Stored entries:
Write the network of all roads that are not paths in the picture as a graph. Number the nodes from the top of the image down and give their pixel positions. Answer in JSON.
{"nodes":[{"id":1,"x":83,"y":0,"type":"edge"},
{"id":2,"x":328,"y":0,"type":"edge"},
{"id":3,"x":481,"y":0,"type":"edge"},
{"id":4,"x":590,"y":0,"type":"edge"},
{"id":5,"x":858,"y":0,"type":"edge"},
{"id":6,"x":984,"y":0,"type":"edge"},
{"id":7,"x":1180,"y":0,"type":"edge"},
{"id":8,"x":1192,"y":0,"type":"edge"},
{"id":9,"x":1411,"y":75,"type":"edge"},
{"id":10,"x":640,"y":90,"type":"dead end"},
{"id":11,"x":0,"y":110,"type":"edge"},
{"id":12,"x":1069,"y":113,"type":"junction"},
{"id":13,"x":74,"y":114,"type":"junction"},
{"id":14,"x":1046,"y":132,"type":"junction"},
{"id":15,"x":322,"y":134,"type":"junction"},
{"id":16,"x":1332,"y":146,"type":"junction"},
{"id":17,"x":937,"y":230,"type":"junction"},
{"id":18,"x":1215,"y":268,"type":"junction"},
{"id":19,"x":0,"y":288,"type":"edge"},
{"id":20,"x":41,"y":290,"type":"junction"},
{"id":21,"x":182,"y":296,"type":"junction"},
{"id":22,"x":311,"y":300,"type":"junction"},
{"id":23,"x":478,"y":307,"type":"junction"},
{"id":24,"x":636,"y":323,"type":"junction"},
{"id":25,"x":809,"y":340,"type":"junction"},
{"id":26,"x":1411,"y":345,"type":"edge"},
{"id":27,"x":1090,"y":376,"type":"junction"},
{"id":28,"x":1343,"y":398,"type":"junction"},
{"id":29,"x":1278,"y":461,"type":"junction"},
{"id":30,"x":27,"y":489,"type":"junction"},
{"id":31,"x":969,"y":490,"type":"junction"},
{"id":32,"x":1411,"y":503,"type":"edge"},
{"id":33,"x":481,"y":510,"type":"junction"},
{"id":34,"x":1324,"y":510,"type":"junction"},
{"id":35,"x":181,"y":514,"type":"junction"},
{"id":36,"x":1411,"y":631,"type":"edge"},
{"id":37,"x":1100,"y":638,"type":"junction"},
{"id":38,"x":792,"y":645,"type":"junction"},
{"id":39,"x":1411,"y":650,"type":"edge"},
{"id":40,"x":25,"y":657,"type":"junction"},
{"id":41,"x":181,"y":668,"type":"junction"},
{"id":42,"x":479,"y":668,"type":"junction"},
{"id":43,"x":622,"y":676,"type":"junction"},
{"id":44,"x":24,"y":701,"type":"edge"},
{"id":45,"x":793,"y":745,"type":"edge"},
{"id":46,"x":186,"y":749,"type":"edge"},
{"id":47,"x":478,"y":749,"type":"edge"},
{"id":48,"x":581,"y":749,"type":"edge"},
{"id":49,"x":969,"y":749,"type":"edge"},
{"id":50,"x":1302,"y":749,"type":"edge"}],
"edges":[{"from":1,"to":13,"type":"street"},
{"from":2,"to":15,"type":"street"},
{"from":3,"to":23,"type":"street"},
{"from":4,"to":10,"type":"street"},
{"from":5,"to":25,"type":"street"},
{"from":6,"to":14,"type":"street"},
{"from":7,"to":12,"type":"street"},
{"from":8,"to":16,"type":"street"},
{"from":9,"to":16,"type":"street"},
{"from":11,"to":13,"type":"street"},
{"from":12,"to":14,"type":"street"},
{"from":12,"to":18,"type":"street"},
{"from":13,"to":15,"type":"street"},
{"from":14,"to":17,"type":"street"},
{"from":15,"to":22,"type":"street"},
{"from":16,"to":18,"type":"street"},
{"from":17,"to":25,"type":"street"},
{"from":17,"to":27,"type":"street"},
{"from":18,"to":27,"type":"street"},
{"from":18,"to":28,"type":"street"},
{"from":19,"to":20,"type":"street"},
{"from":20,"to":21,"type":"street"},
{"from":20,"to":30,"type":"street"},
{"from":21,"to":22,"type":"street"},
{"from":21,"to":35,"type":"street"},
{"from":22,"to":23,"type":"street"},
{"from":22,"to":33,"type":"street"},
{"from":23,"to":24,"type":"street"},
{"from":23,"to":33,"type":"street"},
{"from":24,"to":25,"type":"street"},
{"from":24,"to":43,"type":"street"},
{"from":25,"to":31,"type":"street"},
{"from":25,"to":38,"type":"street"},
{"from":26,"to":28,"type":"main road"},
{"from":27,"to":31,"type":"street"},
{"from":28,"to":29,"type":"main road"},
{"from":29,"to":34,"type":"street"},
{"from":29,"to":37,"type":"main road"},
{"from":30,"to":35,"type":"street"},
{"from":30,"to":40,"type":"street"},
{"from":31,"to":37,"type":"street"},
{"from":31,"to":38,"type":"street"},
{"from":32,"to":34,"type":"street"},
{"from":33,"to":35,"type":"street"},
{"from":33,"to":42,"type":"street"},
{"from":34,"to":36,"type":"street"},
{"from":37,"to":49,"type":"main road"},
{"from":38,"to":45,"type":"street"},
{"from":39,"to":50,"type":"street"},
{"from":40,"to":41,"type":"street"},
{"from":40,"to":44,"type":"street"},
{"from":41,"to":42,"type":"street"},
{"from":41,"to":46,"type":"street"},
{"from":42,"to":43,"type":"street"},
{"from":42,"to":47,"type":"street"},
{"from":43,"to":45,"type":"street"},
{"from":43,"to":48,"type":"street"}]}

- _How to complete this task_
Please quote the records above exactly, without skipping a line.

- _Response box_
Write the network of all roads that are not paths in the picture as a graph. Number the nodes from the top of the image down and give their pixel positions. Answer in JSON.
{"nodes":[{"id":1,"x":83,"y":0,"type":"edge"},
{"id":2,"x":328,"y":0,"type":"edge"},
{"id":3,"x":481,"y":0,"type":"edge"},
{"id":4,"x":590,"y":0,"type":"edge"},
{"id":5,"x":858,"y":0,"type":"edge"},
{"id":6,"x":984,"y":0,"type":"edge"},
{"id":7,"x":1180,"y":0,"type":"edge"},
{"id":8,"x":1192,"y":0,"type":"edge"},
{"id":9,"x":1411,"y":75,"type":"edge"},
{"id":10,"x":640,"y":90,"type":"dead end"},
{"id":11,"x":0,"y":110,"type":"edge"},
{"id":12,"x":1069,"y":113,"type":"junction"},
{"id":13,"x":74,"y":114,"type":"junction"},
{"id":14,"x":1046,"y":132,"type":"junction"},
{"id":15,"x":322,"y":134,"type":"junction"},
{"id":16,"x":1332,"y":146,"type":"junction"},
{"id":17,"x":937,"y":230,"type":"junction"},
{"id":18,"x":1215,"y":268,"type":"junction"},
{"id":19,"x":0,"y":288,"type":"edge"},
{"id":20,"x":41,"y":290,"type":"junction"},
{"id":21,"x":182,"y":296,"type":"junction"},
{"id":22,"x":311,"y":300,"type":"junction"},
{"id":23,"x":478,"y":307,"type":"junction"},
{"id":24,"x":636,"y":323,"type":"junction"},
{"id":25,"x":809,"y":340,"type":"junction"},
{"id":26,"x":1411,"y":345,"type":"edge"},
{"id":27,"x":1090,"y":376,"type":"junction"},
{"id":28,"x":1343,"y":398,"type":"junction"},
{"id":29,"x":1278,"y":461,"type":"junction"},
{"id":30,"x":27,"y":489,"type":"junction"},
{"id":31,"x":969,"y":490,"type":"junction"},
{"id":32,"x":1411,"y":503,"type":"edge"},
{"id":33,"x":481,"y":510,"type":"junction"},
{"id":34,"x":1324,"y":510,"type":"junction"},
{"id":35,"x":181,"y":514,"type":"junction"},
{"id":36,"x":1411,"y":631,"type":"edge"},
{"id":37,"x":1100,"y":638,"type":"junction"},
{"id":38,"x":792,"y":645,"type":"junction"},
{"id":39,"x":1411,"y":650,"type":"edge"},
{"id":40,"x":25,"y":657,"type":"junction"},
{"id":41,"x":181,"y":668,"type":"junction"},
{"id":42,"x":479,"y":668,"type":"junction"},
{"id":43,"x":622,"y":676,"type":"junction"},
{"id":44,"x":24,"y":701,"type":"edge"},
{"id":45,"x":793,"y":745,"type":"edge"},
{"id":46,"x":186,"y":749,"type":"edge"},
{"id":47,"x":478,"y":749,"type":"edge"},
{"id":48,"x":581,"y":749,"type":"edge"},
{"id":49,"x":969,"y":749,"type":"edge"},
{"id":50,"x":1302,"y":749,"type":"edge"}],
"edges":[{"from":1,"to":13,"type":"street"},
{"from":2,"to":15,"type":"street"},
{"from":3,"to":23,"type":"street"},
{"from":4,"to":10,"type":"street"},
{"from":5,"to":25,"type":"street"},
{"from":6,"to":14,"type":"street"},
{"from":7,"to":12,"type":"street"},
{"from":8,"to":16,"type":"street"},
{"from":9,"to":16,"type":"street"},
{"from":11,"to":13,"type":"street"},
{"from":12,"to":14,"type":"street"},
{"from":12,"to":18,"type":"street"},
{"from":13,"to":15,"type":"street"},
{"from":14,"to":17,"type":"street"},
{"from":15,"to":22,"type":"street"},
{"from":16,"to":18,"type":"street"},
{"from":17,"to":25,"type":"street"},
{"from":17,"to":27,"type":"street"},
{"from":18,"to":27,"type":"street"},
{"from":18,"to":28,"type":"street"},
{"from":19,"to":20,"type":"street"},
{"from":20,"to":21,"type":"street"},
{"from":20,"to":30,"type":"street"},
{"from":21,"to":22,"type":"street"},
{"from":21,"to":35,"type":"street"},
{"from":22,"to":23,"type":"street"},
{"from":22,"to":33,"type":"street"},
{"from":23,"to":24,"type":"street"},
{"from":23,"to":33,"type":"street"},
{"from":24,"to":25,"type":"street"},
{"from":24,"to":43,"type":"street"},
{"from":25,"to":31,"type":"street"},
{"from":25,"to":38,"type":"street"},
{"from":26,"to":28,"type":"main road"},
{"from":27,"to":31,"type":"street"},
{"from":28,"to":29,"type":"main road"},
{"from":29,"to":34,"type":"street"},
{"from":29,"to":37,"type":"main road"},
{"from":30,"to":35,"type":"street"},
{"from":30,"to":40,"type":"street"},
{"from":31,"to":37,"type":"street"},
{"from":31,"to":38,"type":"street"},
{"from":32,"to":34,"type":"street"},
{"from":33,"to":35,"type":"street"},
{"from":33,"to":42,"type":"street"},
{"from":34,"to":36,"type":"street"},
{"from":37,"to":49,"type":"main road"},
{"from":38,"to":45,"type":"street"},
{"from":39,"to":50,"type":"street"},
{"from":40,"to":41,"type":"street"},
{"from":40,"to":44,"type":"street"},
{"from":41,"to":42,"type":"street"},
{"from":41,"to":46,"type":"street"},
{"from":42,"to":43,"type":"street"},
{"from":42,"to":47,"type":"street"},
{"from":43,"to":45,"type":"street"},
{"from":43,"to":48,"type":"street"}]}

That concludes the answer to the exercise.